* Data extract:
== Segment start ==

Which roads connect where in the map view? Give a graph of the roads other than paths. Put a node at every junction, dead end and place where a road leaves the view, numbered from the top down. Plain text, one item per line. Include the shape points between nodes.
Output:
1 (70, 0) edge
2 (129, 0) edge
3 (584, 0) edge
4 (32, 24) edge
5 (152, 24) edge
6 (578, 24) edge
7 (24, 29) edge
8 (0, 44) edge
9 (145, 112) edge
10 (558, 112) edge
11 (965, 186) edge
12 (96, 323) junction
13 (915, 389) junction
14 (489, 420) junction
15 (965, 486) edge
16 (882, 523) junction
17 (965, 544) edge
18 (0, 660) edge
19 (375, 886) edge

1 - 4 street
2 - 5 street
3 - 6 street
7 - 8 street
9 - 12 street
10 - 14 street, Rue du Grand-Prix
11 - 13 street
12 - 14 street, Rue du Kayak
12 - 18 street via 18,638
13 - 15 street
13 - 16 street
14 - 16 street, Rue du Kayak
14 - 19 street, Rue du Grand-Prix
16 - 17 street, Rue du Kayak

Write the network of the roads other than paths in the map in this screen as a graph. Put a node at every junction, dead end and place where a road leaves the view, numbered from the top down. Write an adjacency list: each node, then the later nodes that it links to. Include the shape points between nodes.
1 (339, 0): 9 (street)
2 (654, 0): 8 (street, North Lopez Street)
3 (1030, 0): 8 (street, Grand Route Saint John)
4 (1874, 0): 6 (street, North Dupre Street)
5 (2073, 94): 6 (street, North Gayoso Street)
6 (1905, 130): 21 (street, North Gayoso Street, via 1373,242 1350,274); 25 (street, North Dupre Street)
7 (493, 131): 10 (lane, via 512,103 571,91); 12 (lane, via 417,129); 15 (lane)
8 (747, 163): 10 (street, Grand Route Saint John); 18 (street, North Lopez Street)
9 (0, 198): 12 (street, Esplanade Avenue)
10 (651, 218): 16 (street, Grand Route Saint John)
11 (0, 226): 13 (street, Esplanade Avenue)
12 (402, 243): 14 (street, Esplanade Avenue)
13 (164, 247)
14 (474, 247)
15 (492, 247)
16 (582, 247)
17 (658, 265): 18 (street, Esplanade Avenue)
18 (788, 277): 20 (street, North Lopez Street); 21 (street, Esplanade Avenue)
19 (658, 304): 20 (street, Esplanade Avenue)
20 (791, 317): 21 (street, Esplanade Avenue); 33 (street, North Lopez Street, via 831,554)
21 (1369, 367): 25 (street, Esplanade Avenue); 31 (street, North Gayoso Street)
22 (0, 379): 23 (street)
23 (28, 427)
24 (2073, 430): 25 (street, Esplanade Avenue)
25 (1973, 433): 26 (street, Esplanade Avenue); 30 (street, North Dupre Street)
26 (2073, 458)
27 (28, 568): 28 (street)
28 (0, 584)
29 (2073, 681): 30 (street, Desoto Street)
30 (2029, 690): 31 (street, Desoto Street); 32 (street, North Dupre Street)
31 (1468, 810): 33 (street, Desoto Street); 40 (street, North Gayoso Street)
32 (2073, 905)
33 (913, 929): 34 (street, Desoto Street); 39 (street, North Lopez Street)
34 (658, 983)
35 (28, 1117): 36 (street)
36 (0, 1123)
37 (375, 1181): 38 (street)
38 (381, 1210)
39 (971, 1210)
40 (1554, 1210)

== Segment end ==

Give the data back exactly as it stands.

* Answer to the exercise:
Which roads connect where in the map view? Give a graph of the roads other than paths. Put a node at every junction, dead end and place where a road leaves the view, numbered from the top down. Plain text, one item per line. Include the shape points between nodes.
Output:
1 (70, 0) edge
2 (129, 0) edge
3 (584, 0) edge
4 (32, 24) edge
5 (152, 24) edge
6 (578, 24) edge
7 (24, 29) edge
8 (0, 44) edge
9 (145, 112) edge
10 (558, 112) edge
11 (965, 186) edge
12 (96, 323) junction
13 (915, 389) junction
14 (489, 420) junction
15 (965, 486) edge
16 (882, 523) junction
17 (965, 544) edge
18 (0, 660) edge
19 (375, 886) edge

1 - 4 street
2 - 5 street
3 - 6 street
7 - 8 street
9 - 12 street
10 - 14 street, Rue du Grand-Prix
11 - 13 street
12 - 14 street, Rue du Kayak
12 - 18 street via 18,638
13 - 15 street
13 - 16 street
14 - 16 street, Rue du Kayak
14 - 19 street, Rue du Grand-Prix
16 - 17 street, Rue du Kayak

Write the network of the roads other than paths in the map in this screen as a graph. Put a node at every junction, dead end and place where a road leaves the view, numbered from the top down. Write an adjacency list: each node, then the later nodes that it links to. Include the shape points between nodes.
1 (339, 0): 9 (street)
2 (654, 0): 8 (street, North Lopez Street)
3 (1030, 0): 8 (street, Grand Route Saint John)
4 (1874, 0): 6 (street, North Dupre Street)
5 (2073, 94): 6 (street, North Gayoso Street)
6 (1905, 130): 21 (street, North Gayoso Street, via 1373,242 1350,274); 25 (street, North Dupre Street)
7 (493, 131): 10 (lane, via 512,103 571,91); 12 (lane, via 417,129); 15 (lane)
8 (747, 163): 10 (street, Grand Route Saint John); 18 (street, North Lopez Street)
9 (0, 198): 12 (street, Esplanade Avenue)
10 (651, 218): 16 (street, Grand Route Saint John)
11 (0, 226): 13 (street, Esplanade Avenue)
12 (402, 243): 14 (street, Esplanade Avenue)
13 (164, 247)
14 (474, 247)
15 (492, 247)
16 (582, 247)
17 (658, 265): 18 (street, Esplanade Avenue)
18 (788, 277): 20 (street, North Lopez Street); 21 (street, Esplanade Avenue)
19 (658, 304): 20 (street, Esplanade Avenue)
20 (791, 317): 21 (street, Esplanade Avenue); 33 (street, North Lopez Street, via 831,554)
21 (1369, 367): 25 (street, Esplanade Avenue); 31 (street, North Gayoso Street)
22 (0, 379): 23 (street)
23 (28, 427)
24 (2073, 430): 25 (street, Esplanade Avenue)
25 (1973, 433): 26 (street, Esplanade Avenue); 30 (street, North Dupre Street)
26 (2073, 458)
27 (28, 568): 28 (street)
28 (0, 584)
29 (2073, 681): 30 (street, Desoto Street)
30 (2029, 690): 31 (street, Desoto Street); 32 (street, North Dupre Street)
31 (1468, 810): 33 (street, Desoto Street); 40 (street, North Gayoso Street)
32 (2073, 905)
33 (913, 929): 34 (street, Desoto Street); 39 (street, North Lopez Street)
34 (658, 983)
35 (28, 1117): 36 (street)
36 (0, 1123)
37 (375, 1181): 38 (street)
38 (381, 1210)
39 (971, 1210)
40 (1554, 1210)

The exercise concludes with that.